Roses have always been my favourite flower. I’m not alone in that obviously; without even stopping to think or research any, I can think of countless every day expressions that we use in every day parlance; ‘ a rose by any other name’, ‘a rose between two thorns’, ‘coming up smelling of roses’ and so on.
As a child I remember my Nana loved them and had several abundant bushes in her sunny garden in Thornton Cleveleys where I played during precious holiday visits (while waiting for the adults to assemble buckets and spades for the beach).

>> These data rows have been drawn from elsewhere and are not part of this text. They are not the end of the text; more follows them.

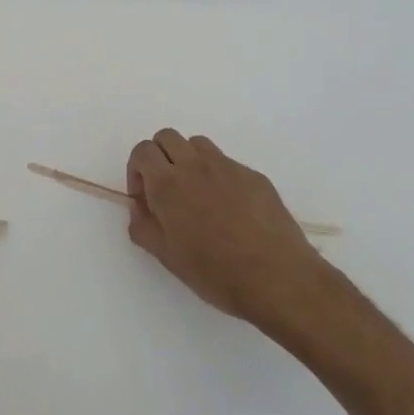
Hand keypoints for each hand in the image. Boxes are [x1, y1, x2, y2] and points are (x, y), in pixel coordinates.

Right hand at [127, 130, 350, 351]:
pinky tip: (229, 209)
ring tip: (195, 194)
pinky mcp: (254, 175)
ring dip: (187, 160)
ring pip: (197, 144)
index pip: (143, 151)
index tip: (144, 198)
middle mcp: (196, 166)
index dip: (137, 170)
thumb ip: (143, 226)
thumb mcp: (167, 257)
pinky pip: (226, 163)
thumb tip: (139, 207)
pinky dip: (217, 175)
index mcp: (168, 184)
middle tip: (165, 190)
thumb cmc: (215, 272)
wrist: (277, 277)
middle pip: (167, 137)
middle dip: (159, 158)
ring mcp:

She used to throw her cold tea from the teapot on her roses, complete with tea-leaves, and evidently they thrived on it.
At home, my Mum – never really a keen gardener – struggled with the claggy clay soil of our Northampton new-build 1970’s home to create a border with a select few specimens of rose. As they grew up in tandem with me, one in particular captured my childhood heart. It’s beautiful pale yellow blooms were edged with a delicate pink hue and this subtle pastel two-tone always struck me as far surpassing all the other monotone (though still lovely) roses she had planted. It always seemed to personify perfection somehow. I was told its name was Peace. At the time, as a child, Peace was a fairly meaningless concept; it was just a name to me.
As I grew into adulthood and began to tend gardens of my own, roses continued to make an impression. The gable end of my cottage in Linton-in-Craven had a beautiful old climbing rose with a mass of delicate pink blooms and I spent many a summer evening feverishly dead-heading and revelling in the renewed buds. Happy days.
Peace always stuck in my memory though. As the years went on and I sought to grow more roses in my Grassington cottage garden, I fruitlessly searched garden centres for its name. It seemed the rose was no longer fashionable. By now, the significance of its name, and my inability to find it, did not escape me. Finally, however, I eventually found one courtesy of the internet and added it to my Christmas list.
I finally planted Peace in the depths of winter and was reminded of the beautiful Janis Joplin song which I sing occasionally, ‘The Rose’; ‘far beneath those bitter snows, lies the seed that with the sun’s love in spring becomes the rose’. It took a while though. While other roses in the garden flourished, my poor Peace was very feeble. Eventually it did bloom a single flower, once a year if I was lucky, which simply made it all the more precious.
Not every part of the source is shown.